Ce n’est pas à dire que le législateur ait rempli sa tâche et mis à couvert sa responsabilité lorsque, rectifiant les vieilles lois et les appropriant à des principes nouveaux, il réforme une loi de douanes. En même temps qu’il ouvre le pays à la concurrence étrangère, il a le devoir de perfectionner, en tant que cela dépend de lui, l’outillage national et de diminuer autant que possible les charges qui pèsent sur la production. Les protectionnistes n’ont point cessé d’employer cette objection, d’abord, en prétendant que les grands travaux promis en 1800 n’ont pas été exécutés, puis, que les supplémens d’impôts établis à la suite des désastres de 1870 ont augmenté dans une proportion énorme les prix de revient, enfin que, pendant le même temps, les impôts ont diminué dans certains pays étrangers. Il y a dans ces allégations une part de vérité. On a exagéré les faits, les calculs et leurs conséquences : mais ce qui demeure exact suffit pour fournir à l’opinion protectionniste toute une série d’argumens qui s’imposent à l’attention des pouvoirs publics.

Le prix de revient est l’écueil de la statistique. S’il est bien difficile d’établir un compte exact pour des produits similaires qui se fabriquent dans le même pays, sous le même régime d’impôts, il est absolument impraticable de calculer sûrement et de comparer les facteurs de la production dans des pays différens. Chaque nation présente des avantages ou des inconvéniens, absolus ou relatifs, que l’on essaierait en vain de traduire en chiffrés pour établir la balance. Indépendamment de l’outillage national, qui consiste principalement en voies de transport, et des charges nationales, qui résultent des impôts, il y a mille conditions physiques, intellectuelles, morales même, qui ont leur part d’action sur le prix de revient. Est-il vrai que présentement le producteur français soit dans la situation la plus désavantageuse et que ses concurrens étrangers se trouvent en mesure de travailler, de produire et de vendre avec plus de profit ? On pourrait longtemps discuter là-dessus, et de la meilleure foi du monde, sans parvenir à s’entendre. Le problème est vraiment insoluble. Ce qui permet cependant de supposer que, dans les grands pays, les conditions s’équilibrent à peu près, c’est que les produits de même nature s’échangent couramment entre ces pays, et que, sur les marchés lointains de l’Amérique et de l’Australie, ils se présentent simultanément. Il faut donc ne point se préoccuper outre mesure de l’objection des protectionnistes ; mais il ne s’ensuit pas qu’ils aient tort de demander que l’on améliore l’outillage national et que l’on diminue les charges.

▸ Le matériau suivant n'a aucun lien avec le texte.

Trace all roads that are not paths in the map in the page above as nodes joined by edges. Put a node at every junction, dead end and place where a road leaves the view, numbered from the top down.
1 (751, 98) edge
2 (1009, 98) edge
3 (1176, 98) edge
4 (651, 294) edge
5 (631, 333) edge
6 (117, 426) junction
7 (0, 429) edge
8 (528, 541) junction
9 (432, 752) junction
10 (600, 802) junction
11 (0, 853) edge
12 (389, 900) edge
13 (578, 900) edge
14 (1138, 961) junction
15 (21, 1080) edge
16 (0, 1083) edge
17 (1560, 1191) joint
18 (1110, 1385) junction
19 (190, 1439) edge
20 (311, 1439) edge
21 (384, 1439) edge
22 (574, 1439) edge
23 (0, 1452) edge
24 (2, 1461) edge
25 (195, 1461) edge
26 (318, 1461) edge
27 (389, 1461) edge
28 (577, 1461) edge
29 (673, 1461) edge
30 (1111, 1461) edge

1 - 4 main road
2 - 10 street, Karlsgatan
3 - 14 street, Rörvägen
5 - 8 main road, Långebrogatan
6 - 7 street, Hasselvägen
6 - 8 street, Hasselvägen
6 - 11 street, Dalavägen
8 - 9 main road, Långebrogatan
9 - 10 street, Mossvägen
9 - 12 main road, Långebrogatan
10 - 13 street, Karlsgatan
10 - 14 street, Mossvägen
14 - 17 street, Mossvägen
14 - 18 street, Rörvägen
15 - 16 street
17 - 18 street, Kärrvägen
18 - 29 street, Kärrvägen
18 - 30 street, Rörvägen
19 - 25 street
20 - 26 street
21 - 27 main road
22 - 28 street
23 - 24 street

Là au contraire est la vraie question, et les discussions douanières rendraient à la France et à tous les pays un immense service si elles venaient à démontrer que la protection, sous la forme d’un tarif variable, contesté, inefficace souvent, serait utilement remplacée par la protection se présentant sous la forme d’un gouvernement intelligent et économe, qui s’applique à ménager les ressources des contribuables et à ne faire de l’impôt qu’un usage nécessaire et fécond. Là concurrence universelle est la loi de l’avenir. Chaque nation en profitera dans la mesure de l’augmentation de ses forces productives et de la diminution relative de ses frais généraux. Les gouvernemens ont, à cet égard, une responsabilité qu’il ne leur est pas permis de décliner et qu’il n’est jamais inopportun de leur rappeler. A nous, particulièrement, la génération qui nous suit demandera compte de ce qui aura été fait pour la liberté et pour la prospérité du travail national, pour la répartition plus équitable et pour l’emploi justifié de l’impôt, sous un régime politique qui se proclame plus capable qu’aucun autre de supprimer les prodigalités, les dépenses fastueuses, les taxes iniques et les sinécures. En un mot, ce n’est point à une commission du tarif que, soit à la chambre des députés, soit au sénat, l’agriculture, le commerce et l’industrie doivent aujourd’hui demander protection ; c’est à la commission du budget.


C. LAVOLLEE.

  1. Voyez, dans la Revue du 15 février 1879, le Tarif des douanes et les Enquêtes parlementaires.